域生成器。由于原始GAN高度受限,采用了一些改进版本,如 Russo et al.,2019年的耦合 GAN (CoGAN) 和 MADAN 的 CycleGAN [Zhao et al.,2019a]。而不是直接将原始源数据作为生成器的输入[Russo et al.,2019;Zhao et al.,2019a], Lin et al.[2020]使用变分自编码器将所有源和目标域映射到一个潜在空间,然后从潜在空间生成一个自适应域。Russo et al.[2019] 试图将目标与每个自适应域对齐,而 Lin et al.[2020] 则将目标对齐并从潜在空间合并自适应域。Zhao et al.[2019a] 提出使用子域聚合判别器和跨域周期判别器聚合不同的适应域,然后在聚合域和目标域之间进行像素级对齐。Zhao et al.[2019a] 和 Lin et al.[2020]表明,中间表示的语义可能会发生变化,在生成前后加强语义一致性有助于保留标签。

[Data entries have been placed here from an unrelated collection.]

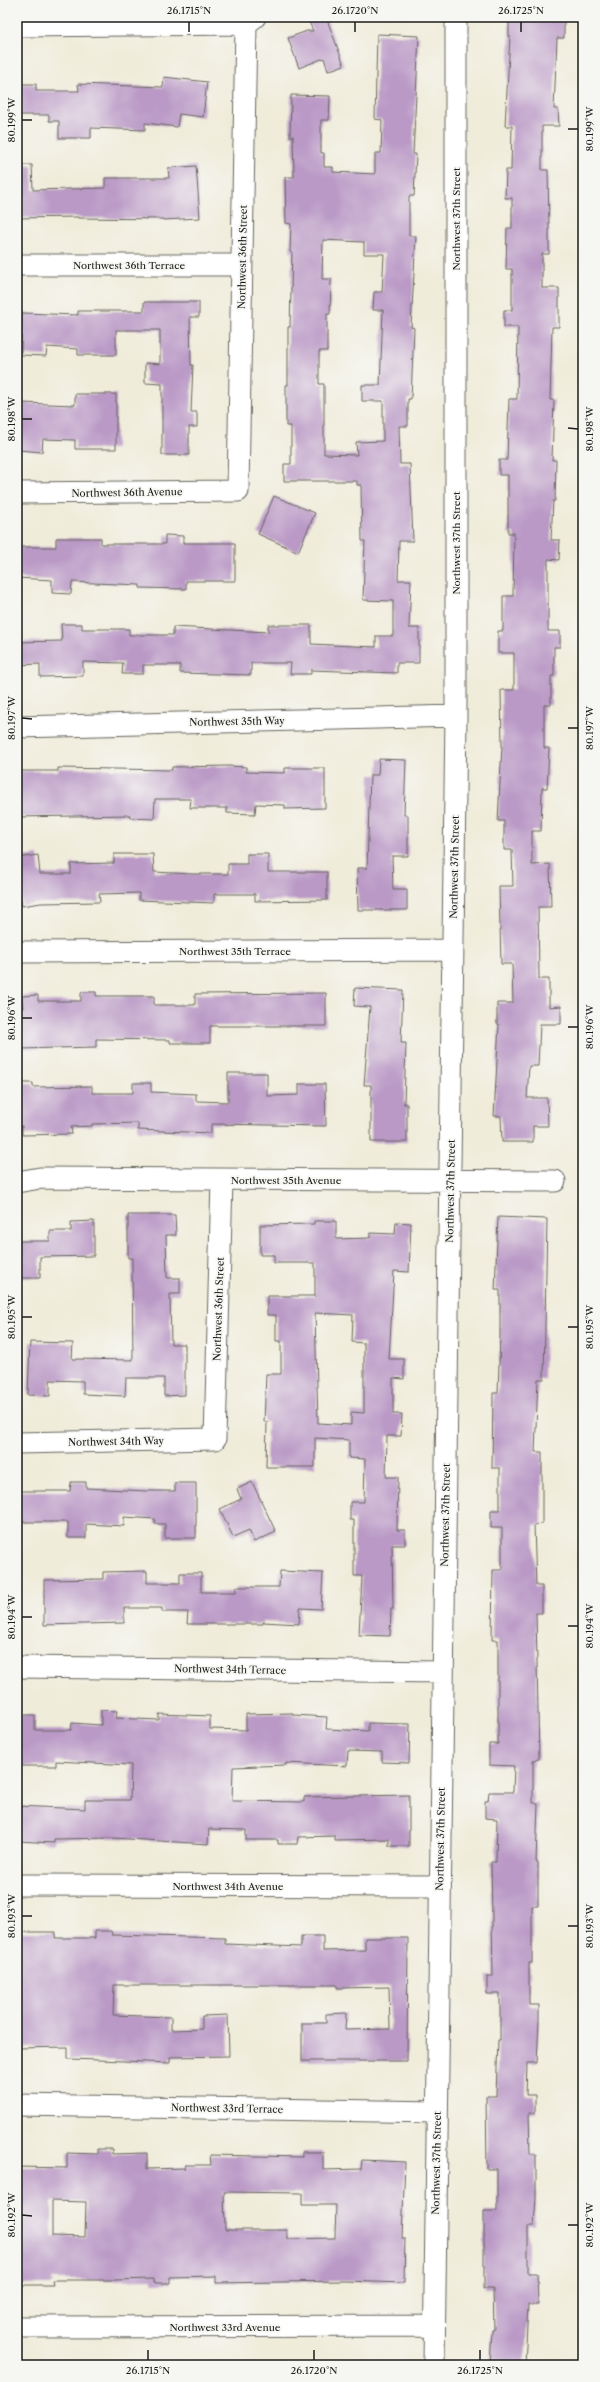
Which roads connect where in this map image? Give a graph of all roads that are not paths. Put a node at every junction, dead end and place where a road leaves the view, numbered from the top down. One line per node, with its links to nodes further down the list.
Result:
1 (456, 17): 8 (street, Northwest 37th Street)
2 (250, 20): 3 (street); 5 (street, Northwest 36th Street)
3 (17, 26)
4 (17, 265): 5 (street, Northwest 36th Terrace)
5 (242, 265): 6 (street, Northwest 36th Street)
6 (238, 491): 7 (street, Northwest 36th Avenue)
7 (17, 493)
8 (456, 716): 9 (street, Northwest 35th Way); 10 (street, Northwest 37th Street)
9 (17, 727)
10 (453, 950): 11 (street, Northwest 35th Terrace); 13 (street, Northwest 37th Street)
11 (17, 952)
12 (222, 1180): 13 (street, Northwest 35th Avenue); 15 (street, Northwest 35th Avenue); 16 (street, Northwest 36th Street)
13 (450, 1180): 14 (street, Northwest 35th Avenue); 19 (street, Northwest 37th Street)
14 (555, 1181)
15 (17, 1182)
16 (215, 1439): 17 (street, Northwest 34th Way)
17 (17, 1443)
18 (17, 1667): 19 (street, Northwest 34th Terrace)
19 (443, 1672): 21 (street, Northwest 37th Street)
20 (17, 1885): 21 (street, Northwest 34th Avenue)
21 (440, 1886): 23 (street, Northwest 37th Street)
22 (17, 2105): 23 (street, Northwest 33rd Terrace)
23 (437, 2112): 24 (street, Northwest 37th Street)
24 (434, 2326): 25 (street, Northwest 33rd Avenue); 26 (street, Northwest 37th Street)
25 (17, 2327)
26 (434, 2365)

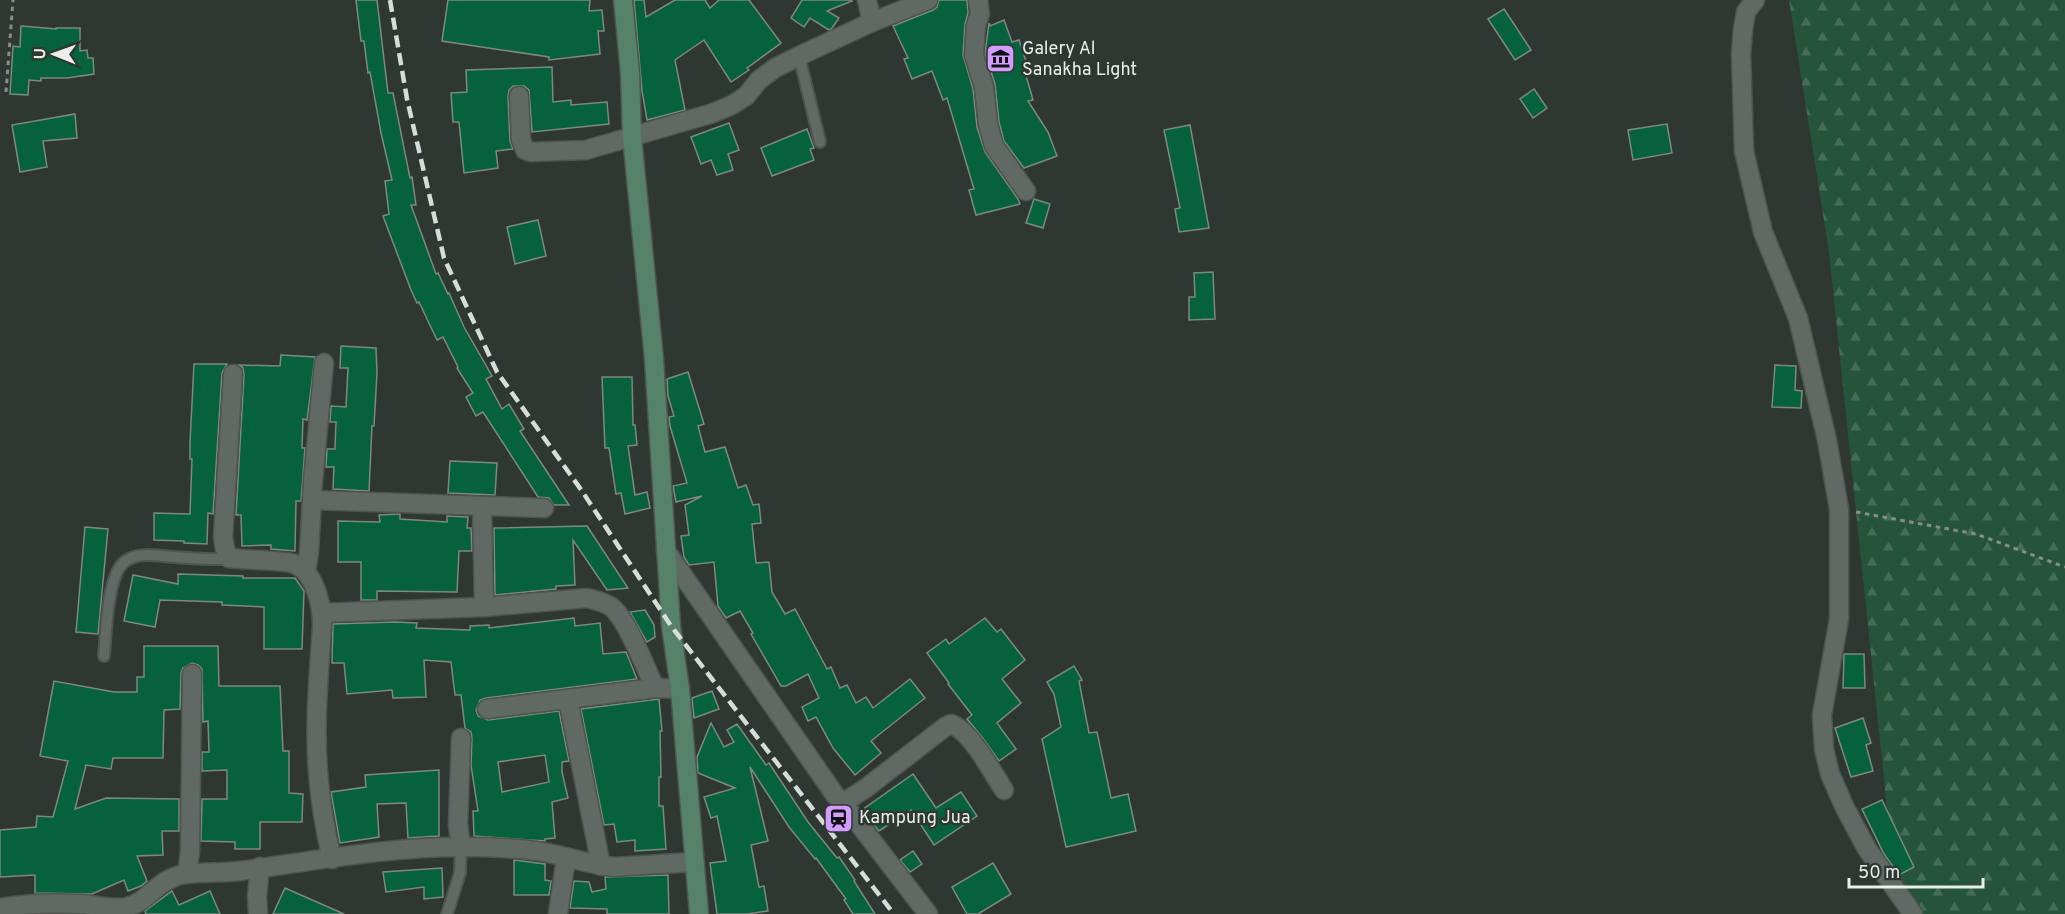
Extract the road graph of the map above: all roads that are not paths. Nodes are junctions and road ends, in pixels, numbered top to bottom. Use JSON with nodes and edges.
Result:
{"nodes":[{"id":1,"x":623,"y":0,"type":"edge"},
{"id":2,"x":867,"y":0,"type":"edge"},
{"id":3,"x":928,"y":0,"type":"edge"},
{"id":4,"x":978,"y":0,"type":"edge"},
{"id":5,"x":1755,"y":0,"type":"edge"},
{"id":6,"x":872,"y":22,"type":"junction"},
{"id":7,"x":799,"y":56,"type":"junction"},
{"id":8,"x":519,"y":96,"type":"dead end"},
{"id":9,"x":632,"y":137,"type":"junction"},
{"id":10,"x":820,"y":142,"type":"dead end"},
{"id":11,"x":1026,"y":191,"type":"dead end"},
{"id":12,"x":324,"y":363,"type":"dead end"},
{"id":13,"x":234,"y":374,"type":"dead end"},
{"id":14,"x":312,"y":500,"type":"junction"},
{"id":15,"x":482,"y":506,"type":"junction"},
{"id":16,"x":544,"y":508,"type":"dead end"},
{"id":17,"x":666,"y":551,"type":"junction"},
{"id":18,"x":229,"y":558,"type":"junction"},
{"id":19,"x":306,"y":572,"type":"junction"},
{"id":20,"x":484,"y":607,"type":"junction"},
{"id":21,"x":322,"y":613,"type":"junction"},
{"id":22,"x":104,"y":656,"type":"dead end"},
{"id":23,"x":192,"y":674,"type":"dead end"},
{"id":24,"x":655,"y":688,"type":"junction"},
{"id":25,"x":680,"y":689,"type":"junction"},
{"id":26,"x":568,"y":699,"type":"junction"},
{"id":27,"x":487,"y":709,"type":"dead end"},
{"id":28,"x":461,"y":738,"type":"dead end"},
{"id":29,"x":1004,"y":790,"type":"dead end"},
{"id":30,"x":843,"y":803,"type":"junction"},
{"id":31,"x":461,"y":847,"type":"junction"},
{"id":32,"x":566,"y":858,"type":"junction"},
{"id":33,"x":332,"y":859,"type":"junction"},
{"id":34,"x":694,"y":862,"type":"junction"},
{"id":35,"x":601,"y":866,"type":"junction"},
{"id":36,"x":260,"y":867,"type":"junction"},
{"id":37,"x":187,"y":874,"type":"junction"},
{"id":38,"x":0,"y":908,"type":"edge"},
{"id":39,"x":258,"y":914,"type":"edge"},
{"id":40,"x":447,"y":914,"type":"edge"},
{"id":41,"x":558,"y":914,"type":"edge"},
{"id":42,"x":699,"y":914,"type":"edge"},
{"id":43,"x":928,"y":914,"type":"edge"},
{"id":44,"x":1913,"y":914,"type":"edge"}],
"edges":[{"from":1,"to":9,"type":"street"},
{"from":2,"to":6,"type":"street"},
{"from":3,"to":6,"type":"street"},
{"from":4,"to":11,"type":"street"},
{"from":5,"to":44,"type":"street"},
{"from":6,"to":7,"type":"street"},
{"from":7,"to":9,"type":"street"},
{"from":7,"to":10,"type":"lane"},
{"from":8,"to":9,"type":"street"},
{"from":9,"to":17,"type":"street"},
{"from":12,"to":14,"type":"street"},
{"from":13,"to":18,"type":"street"},
{"from":14,"to":15,"type":"street"},
{"from":14,"to":19,"type":"street"},
{"from":15,"to":16,"type":"street"},
{"from":15,"to":20,"type":"street"},
{"from":17,"to":25,"type":"street"},
{"from":17,"to":30,"type":"street"},
{"from":18,"to":19,"type":"street"},
{"from":18,"to":22,"type":"lane"},
{"from":19,"to":21,"type":"street"},
{"from":20,"to":21,"type":"street"},
{"from":20,"to":24,"type":"street"},
{"from":21,"to":33,"type":"street"},
{"from":23,"to":37,"type":"street"},
{"from":24,"to":25,"type":"street"},
{"from":24,"to":26,"type":"street"},
{"from":25,"to":34,"type":"street"},
{"from":26,"to":27,"type":"street"},
{"from":26,"to":35,"type":"street"},
{"from":28,"to":31,"type":"street"},
{"from":29,"to":30,"type":"street"},
{"from":30,"to":43,"type":"street"},
{"from":31,"to":32,"type":"street"},
{"from":31,"to":33,"type":"street"},
{"from":31,"to":40,"type":"lane"},
{"from":32,"to":35,"type":"street"},
{"from":32,"to":41,"type":"street"},
{"from":33,"to":36,"type":"street"},
{"from":34,"to":35,"type":"street"},
{"from":34,"to":42,"type":"street"},
{"from":36,"to":37,"type":"street"},
{"from":36,"to":39,"type":"street"},
{"from":37,"to":38,"type":"street"}]}
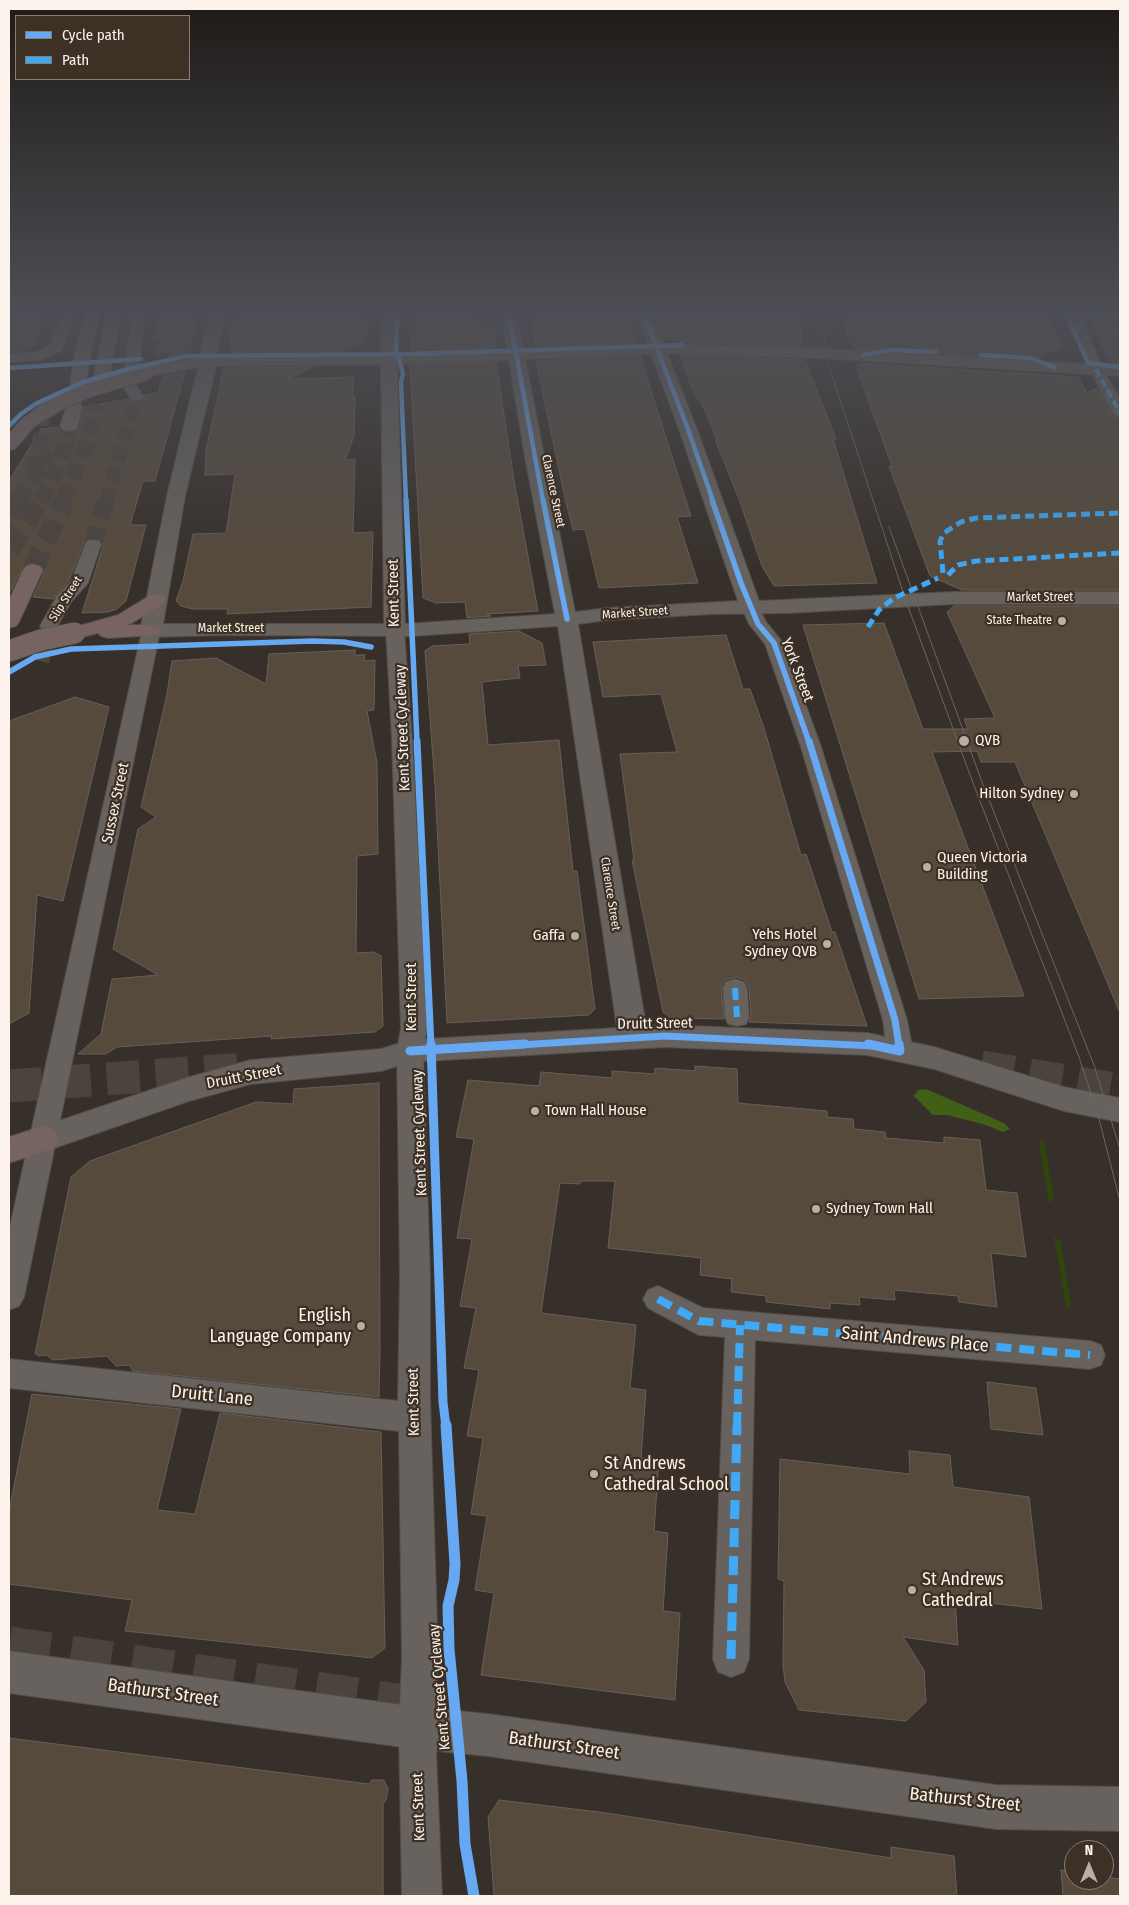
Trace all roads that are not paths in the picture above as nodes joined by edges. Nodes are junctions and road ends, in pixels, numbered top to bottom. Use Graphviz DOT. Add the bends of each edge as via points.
graph roads {
  1 [pos="68,398"];
  2 [pos="198,398"];
  3 [pos="390,398"];
  4 [pos="524,398"];
  5 [pos="676,398"];
  6 [pos="1112,398"];
  7 [pos="74,407"];
  8 [pos="1120,413"];
  9 [pos="69,426"];
  10 [pos="9,445"];
  11 [pos="93,545"];
  12 [pos="9,595"];
  13 [pos="1120,598"];
  14 [pos="156,600"];
  15 [pos="752,608"];
  16 [pos="567,619"];
  17 [pos="9,622"];
  18 [pos="49,626"];
  19 [pos="219,629"];
  20 [pos="394,630"];
  21 [pos="151,631"];
  22 [pos="75,633"];
  23 [pos="9,651"];
  24 [pos="735,988"];
  25 [pos="737,1017"];
  26 [pos="633,1037"];
  27 [pos="410,1051"];
  28 [pos="900,1051"];
  29 [pos="1111,1108"];
  30 [pos="43,1139"];
  31 [pos="9,1150"];
  32 [pos="9,1296"];
  33 [pos="658,1299"];
  34 [pos="740,1325"];
  35 [pos="1090,1355"];
  36 [pos="9,1374"];
  37 [pos="414,1418"];
  38 [pos="731,1659"];
  39 [pos="9,1672"];
  40 [pos="417,1728"];
  41 [pos="1120,1809"];
  42 [pos="422,1896"];
  1 -- 10 [label="highway, bridge" via="27,424"];
  2 -- 14 [label="street, Sussex Street"];
  3 -- 20 [label="street, Kent Street"];
  4 -- 16 [label="street, Clarence Street"];
  5 -- 15 [label="street, York Street"];
  6 -- 8 [label="street"];
  7 -- 9 [label="highway"];
  11 -- 18 [label="street, Slip Street" via="79,583 63,600"];
  12 -- 17 [label="highway" via="33,570"];
  13 -- 15 [label="street, Market Street" via="954,598"];
  14 -- 19 [label="street" via="164,615"];
  14 -- 21 [label="street, Sussex Street"];
  14 -- 22 [label="highway" via="125,620"];
  15 -- 16 [label="street, Market Street" via="618,613"];
  15 -- 28 [label="street, York Street" via="758,624 774,643 810,744 895,1020"];
  16 -- 20 [label="street, Market Street"];
  16 -- 26 [label="street, Clarence Street"];
  19 -- 20 [label="street, Market Street"];
  19 -- 21 [label="street, Market Street"];
  20 -- 27 [label="street, Kent Street" via="412,963 414,1028"];
  21 -- 22 [label="highway"];
  21 -- 30 [label="street, Sussex Street"];
  22 -- 23 [label="highway, bridge"];
  24 -- 25 [label="street"];
  26 -- 27 [label="street, Druitt Street"];
  26 -- 28 [label="street, Druitt Street" via="693,1036 850,1043"];
  27 -- 30 [label="street, Druitt Street" via="381,1060 251,1072 186,1090"];
  27 -- 37 [label="street, Kent Street" via="415,1276"];
  28 -- 29 [label="street, Druitt Street" via="934,1058 1064,1099"];
  30 -- 31 [label="highway"];
  30 -- 32 [label="street, Sussex Street"];
  33 -- 34 [label="street, Saint Andrews Place" via="699,1321"];
  34 -- 35 [label="street, Saint Andrews Place"];
  34 -- 38 [label="street"];
  36 -- 37 [label="street, Druitt Lane"];
  37 -- 40 [label="street, Kent Street" via="420,1658"];
  39 -- 40 [label="street, Bathurst Street"];
  40 -- 41 [label="street, Bathurst Street" via="488,1735 996,1807"];
  40 -- 42 [label="street, Kent Street"];
}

Feature alignment and target prediction. Feature-level alignment is often jointly considered with pixel-level alignment. Both alignments are usually achieved by minimizing the GAN loss with a discriminator. One classifier is trained on each adapted domain [Russo et al., 2019] and the multiple predictions for a given target sample are averaged. Only one classifier is trained on the aggregated domain [Zhao et al., 2020] or on the combined adapted domain [Lin et al., 2020] which is obtained by a unique generator from the latent space for all source domains. The comparison of these methods are summarized in Table 3.
特征对齐与目标预测。特征级对齐通常与像素级对齐一起考虑。这两种校准通常都是通过利用判别器使GAN损耗最小化来实现的。在每个适应域上训练一个分类器 [Russo et al.,2019],并对给定目标样本的多个预测进行平均。在聚集域 [Zhao et al., 2020] 或组合适应域 [Lin et al., 2020] 上只训练一个分类器。组合适应域是由一个唯一的发生器从所有源域的潜在空间中获得的。表3总结了这些方法的比较结果。